## Task prompt
Could each entry below be written out exactly, with every picture dropped?

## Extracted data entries
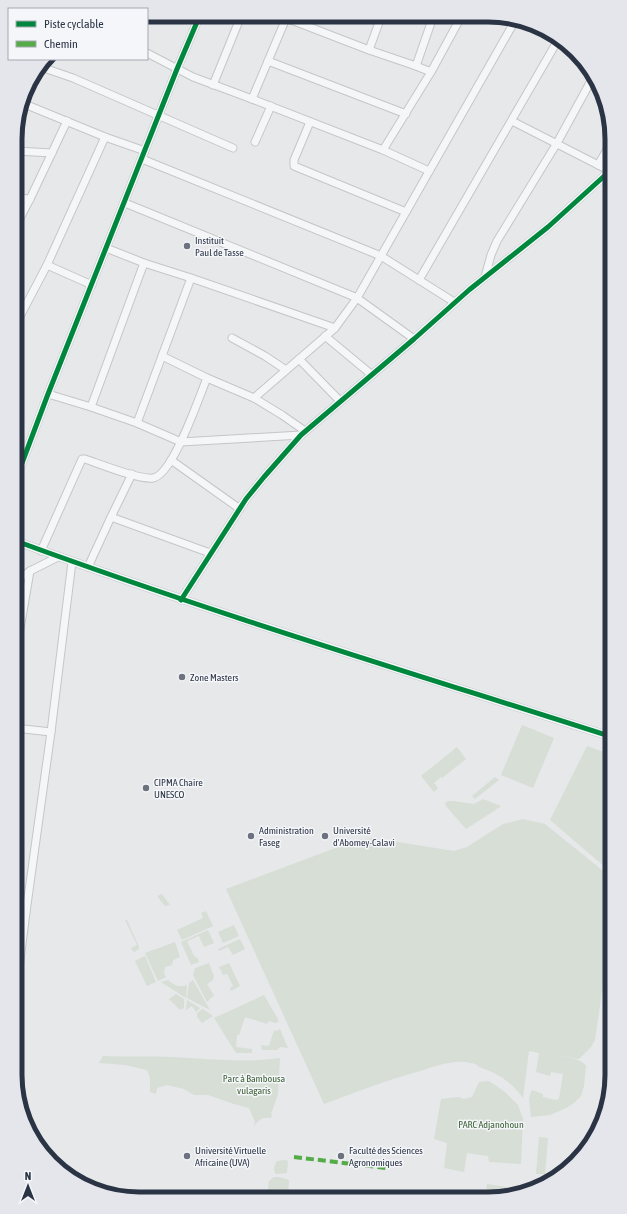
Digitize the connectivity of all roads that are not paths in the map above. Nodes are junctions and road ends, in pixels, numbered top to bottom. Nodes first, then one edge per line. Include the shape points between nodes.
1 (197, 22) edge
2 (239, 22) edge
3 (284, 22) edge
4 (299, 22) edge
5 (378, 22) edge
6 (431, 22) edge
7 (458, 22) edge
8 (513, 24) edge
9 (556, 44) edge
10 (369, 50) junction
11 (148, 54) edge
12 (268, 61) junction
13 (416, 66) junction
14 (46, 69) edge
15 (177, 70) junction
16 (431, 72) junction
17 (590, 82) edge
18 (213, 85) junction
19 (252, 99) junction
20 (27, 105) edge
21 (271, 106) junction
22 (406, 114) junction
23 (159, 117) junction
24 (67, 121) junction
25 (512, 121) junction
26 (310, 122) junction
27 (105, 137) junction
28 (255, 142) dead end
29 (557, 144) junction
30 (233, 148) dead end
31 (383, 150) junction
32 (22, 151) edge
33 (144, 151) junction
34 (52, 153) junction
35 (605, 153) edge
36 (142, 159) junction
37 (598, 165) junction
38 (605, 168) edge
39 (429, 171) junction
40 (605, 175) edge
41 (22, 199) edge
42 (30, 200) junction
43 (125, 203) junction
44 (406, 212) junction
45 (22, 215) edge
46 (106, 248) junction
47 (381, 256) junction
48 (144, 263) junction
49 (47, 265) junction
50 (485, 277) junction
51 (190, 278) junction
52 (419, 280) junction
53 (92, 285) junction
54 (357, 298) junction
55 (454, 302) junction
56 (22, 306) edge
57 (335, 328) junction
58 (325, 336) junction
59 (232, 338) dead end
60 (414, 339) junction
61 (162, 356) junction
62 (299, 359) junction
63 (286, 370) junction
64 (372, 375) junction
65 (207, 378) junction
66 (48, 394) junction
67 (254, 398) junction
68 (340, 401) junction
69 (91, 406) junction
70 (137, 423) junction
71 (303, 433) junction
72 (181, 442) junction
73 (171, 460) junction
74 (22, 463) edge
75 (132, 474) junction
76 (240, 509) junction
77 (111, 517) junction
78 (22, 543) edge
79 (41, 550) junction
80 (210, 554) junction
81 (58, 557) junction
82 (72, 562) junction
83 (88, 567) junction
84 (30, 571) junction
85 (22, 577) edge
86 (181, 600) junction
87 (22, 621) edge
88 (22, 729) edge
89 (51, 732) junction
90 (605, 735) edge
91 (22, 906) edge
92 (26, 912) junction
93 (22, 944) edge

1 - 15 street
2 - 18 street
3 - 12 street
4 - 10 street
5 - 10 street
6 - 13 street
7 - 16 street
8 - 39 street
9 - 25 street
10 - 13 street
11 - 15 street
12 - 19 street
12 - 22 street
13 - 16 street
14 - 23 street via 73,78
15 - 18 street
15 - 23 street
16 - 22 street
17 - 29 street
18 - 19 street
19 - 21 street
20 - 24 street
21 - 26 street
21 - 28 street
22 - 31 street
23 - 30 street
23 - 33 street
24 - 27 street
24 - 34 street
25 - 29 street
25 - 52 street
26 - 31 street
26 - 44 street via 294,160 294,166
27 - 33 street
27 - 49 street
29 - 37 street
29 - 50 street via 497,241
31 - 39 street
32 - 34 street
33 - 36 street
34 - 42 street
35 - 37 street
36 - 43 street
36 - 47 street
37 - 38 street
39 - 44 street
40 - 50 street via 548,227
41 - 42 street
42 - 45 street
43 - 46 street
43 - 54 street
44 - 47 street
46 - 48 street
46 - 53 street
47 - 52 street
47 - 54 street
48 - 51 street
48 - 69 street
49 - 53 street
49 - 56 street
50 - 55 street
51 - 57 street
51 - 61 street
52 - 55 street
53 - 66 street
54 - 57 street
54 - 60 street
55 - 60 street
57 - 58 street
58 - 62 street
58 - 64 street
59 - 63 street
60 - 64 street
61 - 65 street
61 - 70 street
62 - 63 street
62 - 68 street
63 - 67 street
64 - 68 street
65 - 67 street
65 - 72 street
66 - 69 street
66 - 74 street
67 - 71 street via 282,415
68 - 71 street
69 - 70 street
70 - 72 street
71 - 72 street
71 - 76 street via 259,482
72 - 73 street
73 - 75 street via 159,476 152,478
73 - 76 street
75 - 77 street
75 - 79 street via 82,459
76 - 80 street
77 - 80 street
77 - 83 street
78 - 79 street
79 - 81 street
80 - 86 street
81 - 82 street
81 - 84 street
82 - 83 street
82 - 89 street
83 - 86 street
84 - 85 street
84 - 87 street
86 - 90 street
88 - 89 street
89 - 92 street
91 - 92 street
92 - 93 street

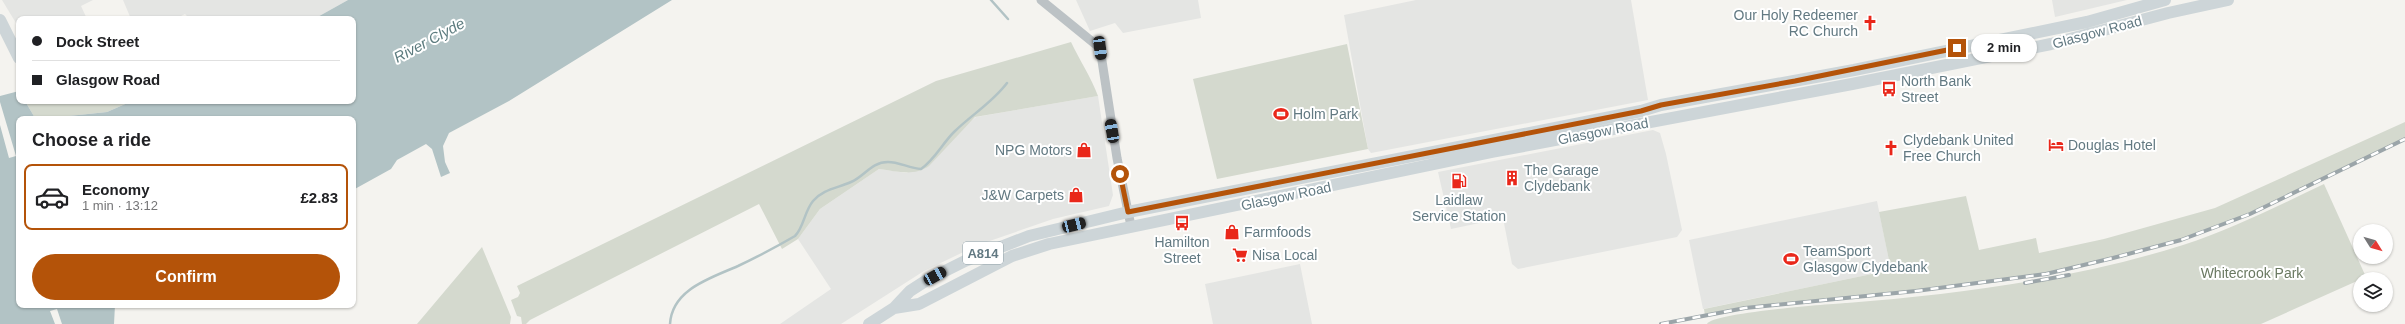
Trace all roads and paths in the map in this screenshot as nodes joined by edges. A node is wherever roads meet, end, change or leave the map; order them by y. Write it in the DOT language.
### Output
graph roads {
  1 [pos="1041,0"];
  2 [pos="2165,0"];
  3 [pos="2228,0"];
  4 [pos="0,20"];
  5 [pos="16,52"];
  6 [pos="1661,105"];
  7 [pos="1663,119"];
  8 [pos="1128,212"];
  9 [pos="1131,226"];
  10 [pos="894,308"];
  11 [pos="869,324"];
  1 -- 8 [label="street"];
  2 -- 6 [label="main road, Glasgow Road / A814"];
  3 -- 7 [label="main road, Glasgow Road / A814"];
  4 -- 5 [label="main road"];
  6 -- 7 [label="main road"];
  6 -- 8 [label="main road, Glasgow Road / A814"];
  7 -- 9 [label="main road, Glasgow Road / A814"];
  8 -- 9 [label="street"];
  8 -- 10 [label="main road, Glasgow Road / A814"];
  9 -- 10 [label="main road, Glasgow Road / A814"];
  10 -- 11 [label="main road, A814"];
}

## Solution for this problem
Digitize the connectivity of all roads that are not paths in the map above. Nodes are junctions and road ends, in pixels, numbered top to bottom. Nodes first, then one edge per line. Include the shape points between nodes.
1 (197, 22) edge
2 (239, 22) edge
3 (284, 22) edge
4 (299, 22) edge
5 (378, 22) edge
6 (431, 22) edge
7 (458, 22) edge
8 (513, 24) edge
9 (556, 44) edge
10 (369, 50) junction
11 (148, 54) edge
12 (268, 61) junction
13 (416, 66) junction
14 (46, 69) edge
15 (177, 70) junction
16 (431, 72) junction
17 (590, 82) edge
18 (213, 85) junction
19 (252, 99) junction
20 (27, 105) edge
21 (271, 106) junction
22 (406, 114) junction
23 (159, 117) junction
24 (67, 121) junction
25 (512, 121) junction
26 (310, 122) junction
27 (105, 137) junction
28 (255, 142) dead end
29 (557, 144) junction
30 (233, 148) dead end
31 (383, 150) junction
32 (22, 151) edge
33 (144, 151) junction
34 (52, 153) junction
35 (605, 153) edge
36 (142, 159) junction
37 (598, 165) junction
38 (605, 168) edge
39 (429, 171) junction
40 (605, 175) edge
41 (22, 199) edge
42 (30, 200) junction
43 (125, 203) junction
44 (406, 212) junction
45 (22, 215) edge
46 (106, 248) junction
47 (381, 256) junction
48 (144, 263) junction
49 (47, 265) junction
50 (485, 277) junction
51 (190, 278) junction
52 (419, 280) junction
53 (92, 285) junction
54 (357, 298) junction
55 (454, 302) junction
56 (22, 306) edge
57 (335, 328) junction
58 (325, 336) junction
59 (232, 338) dead end
60 (414, 339) junction
61 (162, 356) junction
62 (299, 359) junction
63 (286, 370) junction
64 (372, 375) junction
65 (207, 378) junction
66 (48, 394) junction
67 (254, 398) junction
68 (340, 401) junction
69 (91, 406) junction
70 (137, 423) junction
71 (303, 433) junction
72 (181, 442) junction
73 (171, 460) junction
74 (22, 463) edge
75 (132, 474) junction
76 (240, 509) junction
77 (111, 517) junction
78 (22, 543) edge
79 (41, 550) junction
80 (210, 554) junction
81 (58, 557) junction
82 (72, 562) junction
83 (88, 567) junction
84 (30, 571) junction
85 (22, 577) edge
86 (181, 600) junction
87 (22, 621) edge
88 (22, 729) edge
89 (51, 732) junction
90 (605, 735) edge
91 (22, 906) edge
92 (26, 912) junction
93 (22, 944) edge

1 - 15 street
2 - 18 street
3 - 12 street
4 - 10 street
5 - 10 street
6 - 13 street
7 - 16 street
8 - 39 street
9 - 25 street
10 - 13 street
11 - 15 street
12 - 19 street
12 - 22 street
13 - 16 street
14 - 23 street via 73,78
15 - 18 street
15 - 23 street
16 - 22 street
17 - 29 street
18 - 19 street
19 - 21 street
20 - 24 street
21 - 26 street
21 - 28 street
22 - 31 street
23 - 30 street
23 - 33 street
24 - 27 street
24 - 34 street
25 - 29 street
25 - 52 street
26 - 31 street
26 - 44 street via 294,160 294,166
27 - 33 street
27 - 49 street
29 - 37 street
29 - 50 street via 497,241
31 - 39 street
32 - 34 street
33 - 36 street
34 - 42 street
35 - 37 street
36 - 43 street
36 - 47 street
37 - 38 street
39 - 44 street
40 - 50 street via 548,227
41 - 42 street
42 - 45 street
43 - 46 street
43 - 54 street
44 - 47 street
46 - 48 street
46 - 53 street
47 - 52 street
47 - 54 street
48 - 51 street
48 - 69 street
49 - 53 street
49 - 56 street
50 - 55 street
51 - 57 street
51 - 61 street
52 - 55 street
53 - 66 street
54 - 57 street
54 - 60 street
55 - 60 street
57 - 58 street
58 - 62 street
58 - 64 street
59 - 63 street
60 - 64 street
61 - 65 street
61 - 70 street
62 - 63 street
62 - 68 street
63 - 67 street
64 - 68 street
65 - 67 street
65 - 72 street
66 - 69 street
66 - 74 street
67 - 71 street via 282,415
68 - 71 street
69 - 70 street
70 - 72 street
71 - 72 street
71 - 76 street via 259,482
72 - 73 street
73 - 75 street via 159,476 152,478
73 - 76 street
75 - 77 street
75 - 79 street via 82,459
76 - 80 street
77 - 80 street
77 - 83 street
78 - 79 street
79 - 81 street
80 - 86 street
81 - 82 street
81 - 84 street
82 - 83 street
82 - 89 street
83 - 86 street
84 - 85 street
84 - 87 street
86 - 90 street
88 - 89 street
89 - 92 street
91 - 92 street
92 - 93 street

Trace all roads and paths in the map in this screenshot as nodes joined by edges. A node is wherever roads meet, end, change or leave the map; order them by y. Write it in the DOT language.
### Output
graph roads {
  1 [pos="1041,0"];
  2 [pos="2165,0"];
  3 [pos="2228,0"];
  4 [pos="0,20"];
  5 [pos="16,52"];
  6 [pos="1661,105"];
  7 [pos="1663,119"];
  8 [pos="1128,212"];
  9 [pos="1131,226"];
  10 [pos="894,308"];
  11 [pos="869,324"];
  1 -- 8 [label="street"];
  2 -- 6 [label="main road, Glasgow Road / A814"];
  3 -- 7 [label="main road, Glasgow Road / A814"];
  4 -- 5 [label="main road"];
  6 -- 7 [label="main road"];
  6 -- 8 [label="main road, Glasgow Road / A814"];
  7 -- 9 [label="main road, Glasgow Road / A814"];
  8 -- 9 [label="street"];
  8 -- 10 [label="main road, Glasgow Road / A814"];
  9 -- 10 [label="main road, Glasgow Road / A814"];
  10 -- 11 [label="main road, A814"];
}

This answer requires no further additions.